O Supremo Tribunal Federal (STF) adiou a definição sobre a aposentadoria compulsória de empregados públicos devido a um desfalque em sua composição. A decisão, que impacta diretamente os servidores de consórcios, empresas públicas, sociedades de economia mista e suas subsidiárias, está em suspenso, enquanto a Corte já validou a aplicação da aposentadoria compulsória aos 75 anos, conforme previsto na reforma da Previdência de 2019.

Fonte: JOTA
Entenda a Decisão do STF
Em abril de 2026, o STF concluiu o julgamento virtual sobre a aposentadoria compulsória de empregados públicos aos 75 anos. A maioria dos ministros entendeu que a regra não depende de regulamentação e pode ser aplicada imediatamente. No entanto, persiste a divergência sobre as verbas rescisórias decorrentes da extinção do vínculo empregatício.
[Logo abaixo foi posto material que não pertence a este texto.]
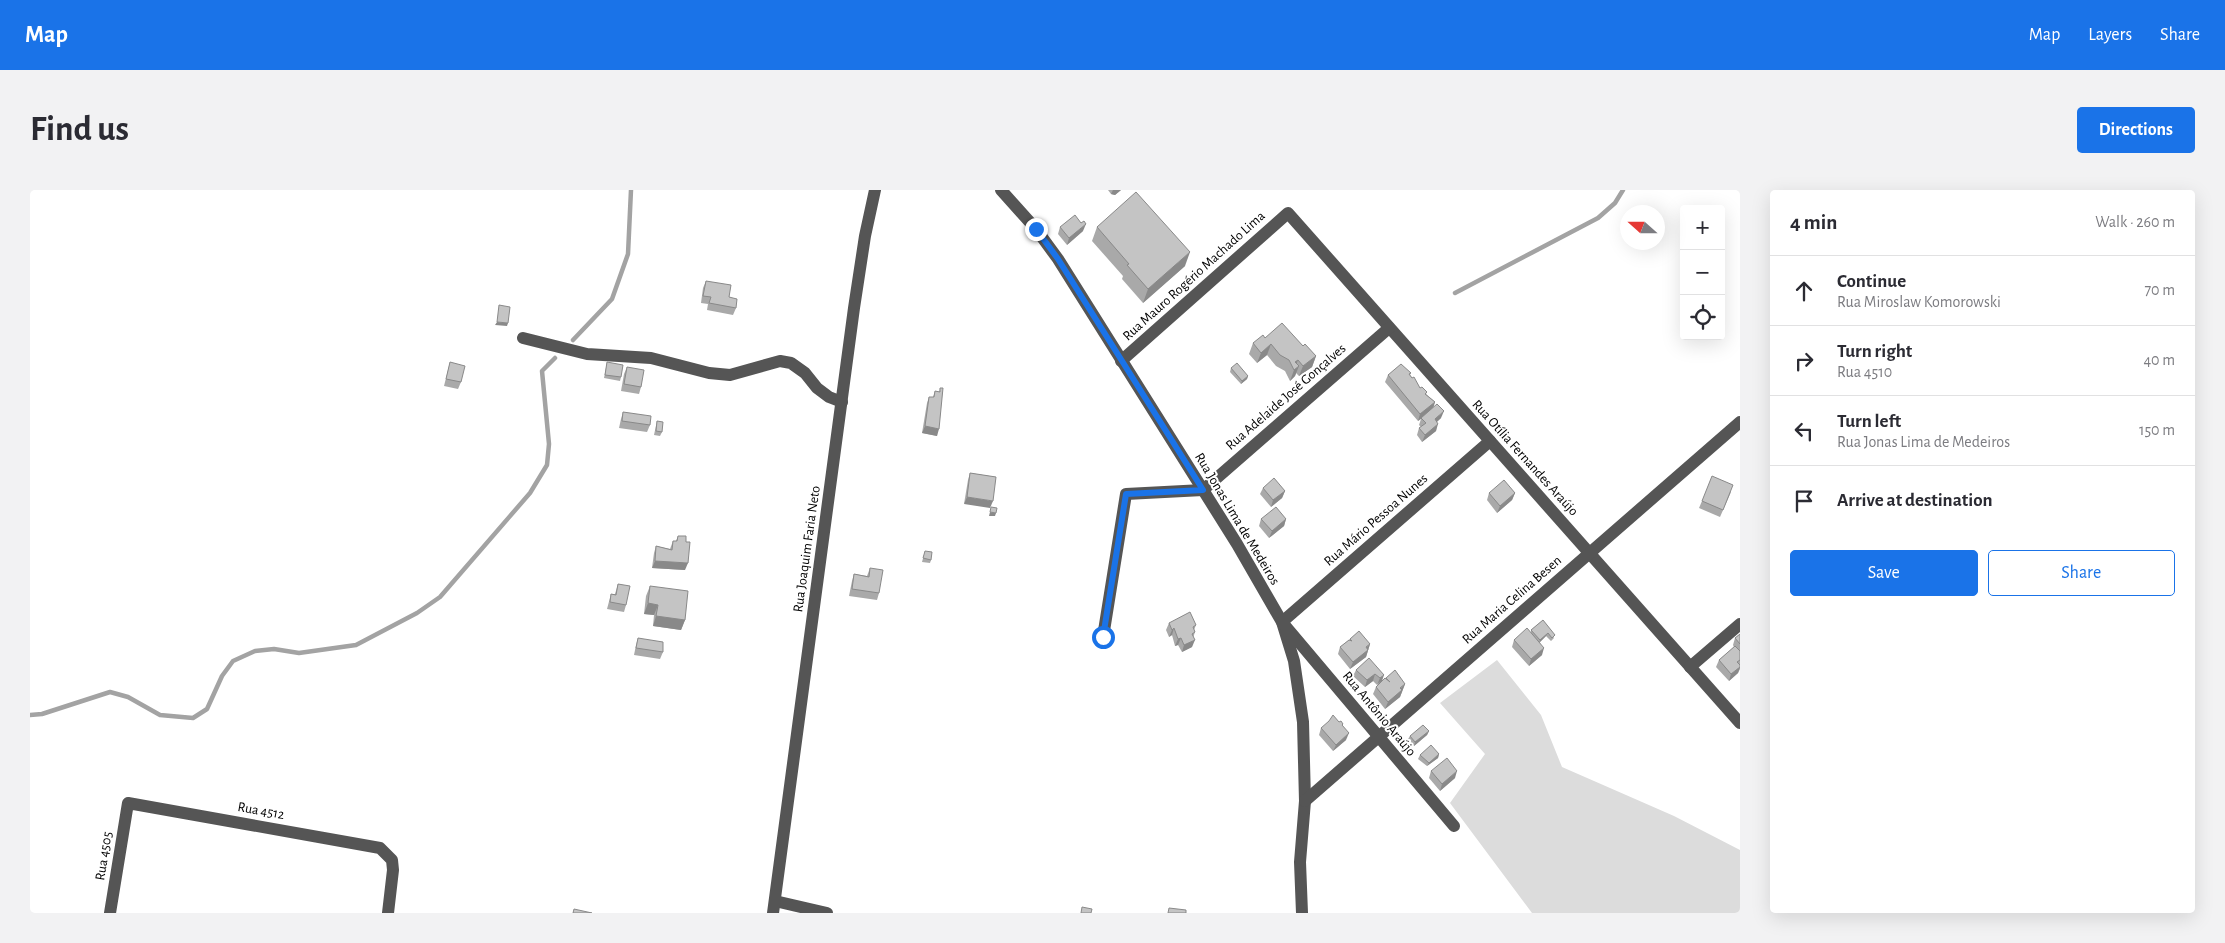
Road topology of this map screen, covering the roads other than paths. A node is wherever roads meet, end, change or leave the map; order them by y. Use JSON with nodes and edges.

Dos sete ministros favoráveis à aplicação imediata, cinco acreditam que as empresas públicas não precisam pagar tais valores, enquanto dois defendem o pagamento.
O Voto do Relator Gilmar Mendes
O ministro Gilmar Mendes, relator do caso, defendeu a aplicação imediata da regra da aposentadoria compulsória aos 75 anos. Ele argumentou que a Constituição já remete ao regime existente para servidores públicos e à Lei Complementar 152/2015, que fixou a idade para a aposentadoria compulsória. Mendes também destacou que a extinção do vínculo empregatício por essa regra não gera responsabilidade trabalhista para o empregador, pois não se configura como demissão sem justa causa. Acompanharam o voto de Gilmar os ministros Alexandre de Moraes, Cristiano Zanin, Cármen Lúcia e Kassio Nunes Marques.
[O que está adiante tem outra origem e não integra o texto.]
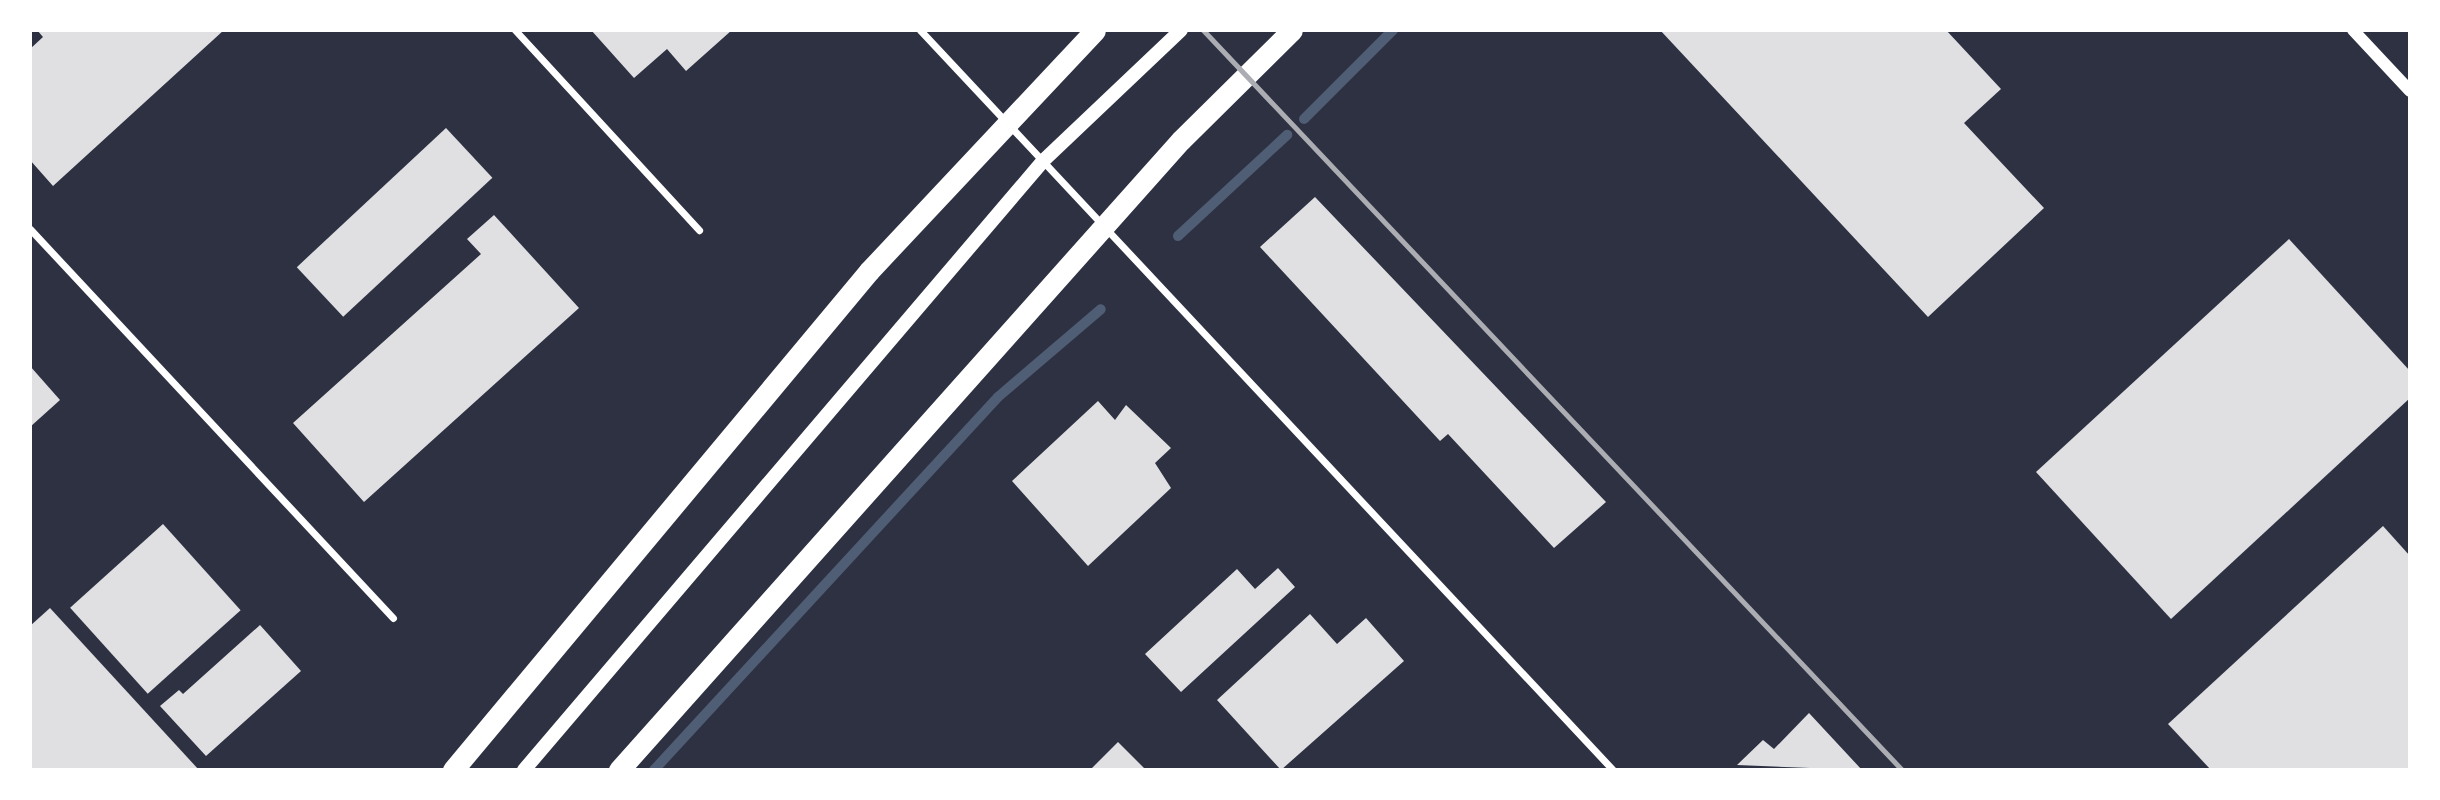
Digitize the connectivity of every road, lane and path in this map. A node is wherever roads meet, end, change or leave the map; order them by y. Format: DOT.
graph roads {
  1 [pos="515,30"];
  2 [pos="920,30"];
  3 [pos="1095,30"];
  4 [pos="1181,30"];
  5 [pos="1292,30"];
  6 [pos="2353,30"];
  7 [pos="2410,91"];
  8 [pos="1042,162"];
  9 [pos="30,229"];
  10 [pos="699,230"];
  11 [pos="393,618"];
  12 [pos="453,770"];
  13 [pos="524,770"];
  14 [pos="619,770"];
  15 [pos="1614,770"];
  1 -- 10 [label="street"];
  2 -- 8 [label="street"];
  3 -- 12 [label="highway"];
  4 -- 8 [label="main road"];
  5 -- 14 [label="highway"];
  6 -- 7 [label="street"];
  8 -- 13 [label="main road"];
  8 -- 15 [label="street"];
  9 -- 11 [label="street"];
}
Divergências sobre as Verbas Rescisórias
O ministro Flávio Dino concordou com a aplicação imediata da regra, mas discordou sobre a responsabilidade trabalhista. Para ele, a extinção do vínculo pela aposentadoria compulsória não impede que o empregado público receba as verbas incorporadas ao seu patrimônio jurídico, como saldo de salário, férias vencidas, 13º salário proporcional e saque do FGTS. Dino argumentou que a não concessão dessas verbas configuraria enriquecimento indevido da administração pública. O ministro Dias Toffoli inicialmente acompanhou o relator, mas mudou seu voto para seguir o entendimento de Dino.
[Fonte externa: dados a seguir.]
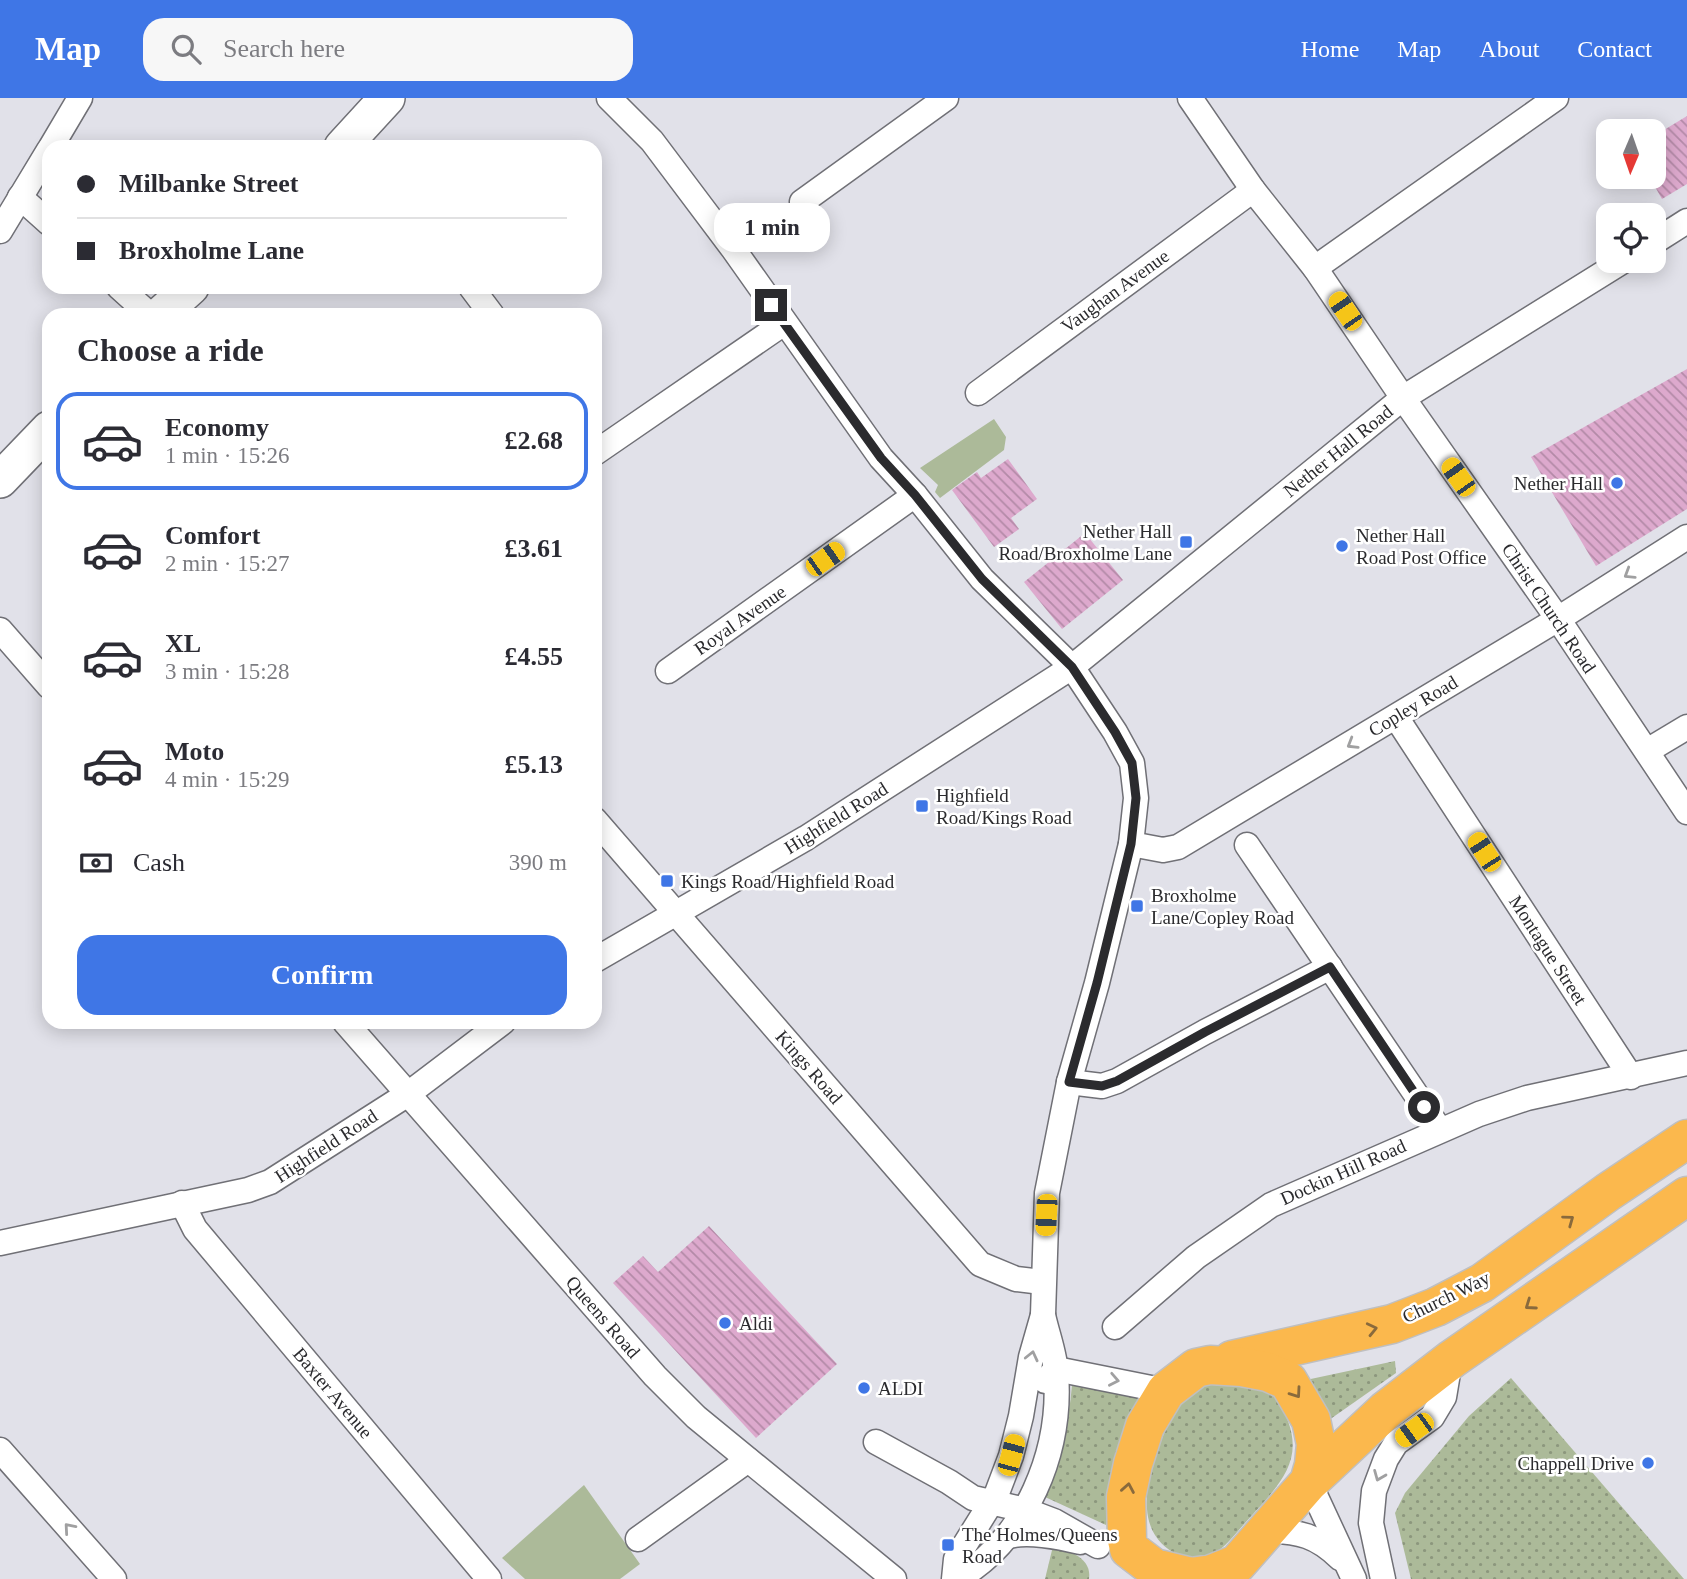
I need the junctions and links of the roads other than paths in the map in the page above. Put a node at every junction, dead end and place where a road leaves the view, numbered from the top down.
1 (80, 98) edge
2 (387, 98) edge
3 (609, 98) edge
4 (946, 98) edge
5 (1190, 98) edge
6 (1556, 98) edge
7 (55, 140) edge
8 (351, 140) edge
9 (42, 161) edge
10 (1253, 190) junction
11 (20, 197) junction
12 (802, 202) dead end
13 (42, 217) edge
14 (1687, 221) edge
15 (0, 231) edge
16 (1666, 234) edge
17 (1315, 268) junction
18 (1604, 273) edge
19 (127, 294) edge
20 (183, 294) edge
21 (142, 308) edge
22 (168, 308) edge
23 (784, 323) junction
24 (978, 393) dead end
25 (1402, 398) junction
26 (42, 436) edge
27 (602, 447) edge
28 (0, 480) edge
29 (915, 495) junction
30 (1687, 537) edge
31 (1558, 619) junction
32 (0, 630) edge
33 (1072, 667) junction
34 (668, 671) dead end
35 (42, 678) edge
36 (1395, 717) junction
37 (1687, 727) edge
38 (1647, 751) junction
39 (1687, 812) edge
40 (602, 828) edge
41 (1131, 844) junction
42 (1247, 845) dead end
43 (675, 912) junction
44 (602, 956) edge
45 (1330, 967) junction
46 (351, 1029) edge
47 (494, 1029) edge
48 (1687, 1063) edge
49 (1631, 1077) junction
50 (1069, 1082) junction
51 (408, 1094) junction
52 (1440, 1130) junction
53 (1687, 1139) edge
54 (1687, 1196) edge
55 (182, 1203) junction
56 (0, 1243) edge
57 (1042, 1282) junction
58 (1043, 1315) junction
59 (1115, 1327) dead end
60 (1450, 1361) junction
61 (1210, 1365) junction
62 (1056, 1369) junction
63 (1166, 1391) junction
64 (1021, 1416) junction
65 (876, 1441) dead end
66 (0, 1450) edge
67 (748, 1460) junction
68 (1309, 1482) junction
69 (993, 1498) junction
70 (1028, 1505) junction
71 (1268, 1530) junction
72 (1006, 1537) junction
73 (638, 1539) dead end
74 (1116, 1558) edge
75 (1350, 1571) edge
76 (1232, 1572) edge
77 (114, 1579) edge
78 (489, 1579) edge
79 (894, 1579) edge
80 (956, 1579) edge
81 (1383, 1579) edge

1 - 7 street
2 - 8 street
3 - 23 street
4 - 12 street
5 - 10 street, Christ Church Road
6 - 17 street
9 - 11 street
10 - 17 street, Christ Church Road
10 - 24 street, Vaughan Avenue
11 - 13 street
11 - 15 street
14 - 16 street
17 - 25 street, Christ Church Road
18 - 25 street, Nether Hall Road
19 - 21 street
20 - 22 street
23 - 27 street
23 - 29 street
25 - 31 street, Christ Church Road
25 - 33 street, Nether Hall Road
26 - 28 street
29 - 33 street
29 - 34 street, Royal Avenue
30 -> 31 street, Copley Road
31 - 36 street, Copley Road
31 - 38 street, Christ Church Road
32 - 35 street
33 - 41 street
33 - 43 street, Highfield Road
36 -> 41 street, Copley Road
36 - 49 street, Montague Street
37 - 38 street
38 - 39 street, Christ Church Road
40 - 43 street, Kings Road
41 - 50 street
42 - 45 street
43 - 44 street, Highfield Road
43 - 57 street, Kings Road
45 - 50 street
45 - 52 street
46 - 51 street, Queens Road
47 - 51 street, Highfield Road
48 - 49 street, Dockin Hill Road
49 - 52 street, Dockin Hill Road
50 - 57 street
51 - 55 street, Highfield Road
51 - 67 street, Queens Road
52 - 59 street, Dockin Hill Road
61 -> 53 highway, Church Way
54 -> 60 highway
55 - 56 street, Highfield Road
55 - 78 street, Baxter Avenue
57 - 58 street
58 - 62 street
64 -> 58 street
60 - 68 highway
60 -> 81 street
61 - 63 highway
61 -> 68 highway
62 -> 63 street
62 - 64 street
62 - 70 street
74 -> 63 highway
64 - 69 street
65 - 69 street
77 -> 66 street
67 - 73 street
67 - 79 street, Queens Road
68 - 71 highway
68 - 75 street
69 - 70 street
69 - 80 street
70 - 72 street
70 - 74 street
71 - 75 street
71 - 76 highway
72 - 74 street
72 - 80 street
74 - 76 highway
Posicionamento Contrário e a Necessidade de Regulamentação
O ministro Luiz Edson Fachin, acompanhado por André Mendonça e Luiz Fux, entende que a aposentadoria compulsória de empregados públicos depende de lei regulamentadora própria e, portanto, ainda não pode ser aplicada. Fachin argumenta que a Lei Complementar 152/2015 é insuficiente, pois trata especificamente de servidores públicos efetivos. Para ele, a reforma exige uma nova deliberação do Legislativo para estabelecer os contornos da situação dos empregados públicos celetistas.
Impacto e Orientações
O Sintaema (Sindicato dos Trabalhadores em Água, Esgoto e Meio Ambiente do Estado de São Paulo) orienta os trabalhadores da CETESB a refletirem com atenção sobre a decisão, ressaltando que a escolha é individual. A CETESB, por sua vez, informou que, no momento, segue o entendimento da Procuradoria-Geral do Estado (PGE) de não promover o desligamento de empregados com 75 anos ou mais. No entanto, caso a PGE altere seu posicionamento, a CETESB poderá adotar essa orientação. A direção do sindicato fez gestão para prorrogar o prazo da demissão consensual, conseguindo estender o prazo para adesão até o dia 06 de maio, priorizando os pedidos por ordem de solicitação e dependendo da capacidade de operacionalização de cada caso. Ainda não houve maioria absoluta sobre o pagamento das verbas rescisórias decorrentes da extinção do vínculo.
O Que Está em Jogo?
A questão central é definir se, com a extinção do vínculo empregatício, o funcionário tem direito às verbas rescisórias. A decisão final do STF, que possui repercussão geral, servirá de base para casos semelhantes em todo o Judiciário. A indefinição gera insegurança jurídica e impacta diretamente a vida dos empregados públicos que se aproximam da idade limite.
Próximos Passos
Com o adiamento da definição pelo STF, resta aguardar a recomposição completa da Corte para que o julgamento seja retomado. Enquanto isso, a divergência entre os ministros sobre as verbas rescisórias permanece, e a questão continua a gerar debates e incertezas no âmbito do funcionalismo público. A expectativa é que o STF retome a análise em breve, buscando uma solução que concilie os direitos dos trabalhadores e a segurança jurídica para as empresas públicas.